こうして多くの方々の応援と理解で、この無料掲載が実現できた。そもそもネット弱者なので、一人では何もできなかった。多くの人に無理を言った。我を押し通した。それほどに読んでほしい。知ってほしい。気づいてほしい。麻原はもう処刑されたけれど、今からでも遅すぎることは絶対にない。
僕の転機はオウムだ。地下鉄サリン事件をきっかけに映画を撮り、本を書き、そして今がある。でも興味の焦点は、実はオウムそのものではなく、オウムによって激しく変化した日本社会だ。そしてその変化は、今もまだ続いている。むしろ加速している。

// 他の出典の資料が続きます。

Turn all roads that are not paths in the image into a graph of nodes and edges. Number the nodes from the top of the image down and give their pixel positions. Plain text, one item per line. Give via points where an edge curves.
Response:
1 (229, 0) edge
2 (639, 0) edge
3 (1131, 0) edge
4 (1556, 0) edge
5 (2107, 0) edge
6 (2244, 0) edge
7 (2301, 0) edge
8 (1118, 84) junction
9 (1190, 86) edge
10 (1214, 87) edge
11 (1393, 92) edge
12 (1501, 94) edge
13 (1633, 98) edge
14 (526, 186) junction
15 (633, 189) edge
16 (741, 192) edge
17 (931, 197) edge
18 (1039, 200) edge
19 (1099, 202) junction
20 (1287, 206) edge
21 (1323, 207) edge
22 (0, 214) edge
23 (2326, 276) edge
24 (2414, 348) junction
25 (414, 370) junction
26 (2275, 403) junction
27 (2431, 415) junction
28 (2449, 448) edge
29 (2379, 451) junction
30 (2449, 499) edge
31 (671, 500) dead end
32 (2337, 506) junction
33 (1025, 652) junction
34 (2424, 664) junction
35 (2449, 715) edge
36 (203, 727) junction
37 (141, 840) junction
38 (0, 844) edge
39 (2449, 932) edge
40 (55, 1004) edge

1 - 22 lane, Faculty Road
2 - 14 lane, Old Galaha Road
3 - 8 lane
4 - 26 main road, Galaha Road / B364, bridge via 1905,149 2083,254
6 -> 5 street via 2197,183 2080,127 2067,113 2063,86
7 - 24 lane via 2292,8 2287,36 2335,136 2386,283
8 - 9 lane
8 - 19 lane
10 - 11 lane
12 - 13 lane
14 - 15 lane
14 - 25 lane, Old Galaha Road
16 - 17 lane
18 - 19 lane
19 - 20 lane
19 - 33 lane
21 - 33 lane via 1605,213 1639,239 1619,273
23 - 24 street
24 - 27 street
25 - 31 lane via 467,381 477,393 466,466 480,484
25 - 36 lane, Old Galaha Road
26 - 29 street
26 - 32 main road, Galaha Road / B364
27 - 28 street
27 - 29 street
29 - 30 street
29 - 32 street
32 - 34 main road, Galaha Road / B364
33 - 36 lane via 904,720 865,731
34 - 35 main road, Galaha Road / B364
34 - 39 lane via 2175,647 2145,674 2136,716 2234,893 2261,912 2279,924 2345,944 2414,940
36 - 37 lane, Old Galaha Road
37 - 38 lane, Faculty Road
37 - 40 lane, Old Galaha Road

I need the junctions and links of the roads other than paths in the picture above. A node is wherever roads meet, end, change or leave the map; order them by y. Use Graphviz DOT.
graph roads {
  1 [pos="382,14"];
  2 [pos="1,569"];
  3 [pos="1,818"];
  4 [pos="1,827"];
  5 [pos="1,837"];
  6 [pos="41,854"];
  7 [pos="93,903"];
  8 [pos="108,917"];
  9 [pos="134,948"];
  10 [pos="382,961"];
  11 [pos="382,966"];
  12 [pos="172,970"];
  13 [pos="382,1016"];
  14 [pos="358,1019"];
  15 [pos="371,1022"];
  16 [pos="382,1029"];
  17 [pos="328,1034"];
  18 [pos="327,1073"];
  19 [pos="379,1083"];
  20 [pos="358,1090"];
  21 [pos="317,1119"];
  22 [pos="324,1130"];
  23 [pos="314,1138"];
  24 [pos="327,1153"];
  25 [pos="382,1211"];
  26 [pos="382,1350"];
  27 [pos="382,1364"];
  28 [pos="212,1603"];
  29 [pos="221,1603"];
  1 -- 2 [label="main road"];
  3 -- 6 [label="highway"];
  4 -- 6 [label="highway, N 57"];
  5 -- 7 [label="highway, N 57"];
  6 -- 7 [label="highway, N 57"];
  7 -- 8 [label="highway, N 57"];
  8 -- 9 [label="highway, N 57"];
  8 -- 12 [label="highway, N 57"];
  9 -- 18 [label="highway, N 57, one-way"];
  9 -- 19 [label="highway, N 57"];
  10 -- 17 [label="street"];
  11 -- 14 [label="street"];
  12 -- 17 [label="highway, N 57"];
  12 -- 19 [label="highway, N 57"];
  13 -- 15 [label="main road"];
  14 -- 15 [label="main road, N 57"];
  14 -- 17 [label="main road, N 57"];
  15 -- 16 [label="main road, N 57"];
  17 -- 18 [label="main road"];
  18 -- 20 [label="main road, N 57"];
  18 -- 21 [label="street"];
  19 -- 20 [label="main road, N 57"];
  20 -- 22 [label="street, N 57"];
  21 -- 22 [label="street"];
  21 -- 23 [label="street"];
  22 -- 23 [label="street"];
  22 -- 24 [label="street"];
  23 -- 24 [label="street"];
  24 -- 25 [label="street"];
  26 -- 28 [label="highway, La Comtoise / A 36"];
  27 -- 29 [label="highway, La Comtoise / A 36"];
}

だから間に合う。まだ間に合う。遅すぎることは絶対にない。事件は地続きで今に続いている。読んでほしい。知ってほしい。気づいてほしい。その思いで公開します。
(森達也(映画監督・作家)2019/01/23 00:17)
無理を通してまで無料公開に踏み切った理由は、読めばわかる。
ただし、読み始めたら止まらない。日曜の夜に読み始めてはいけない類の作品だ。もし読むのなら、今からをお勧めする。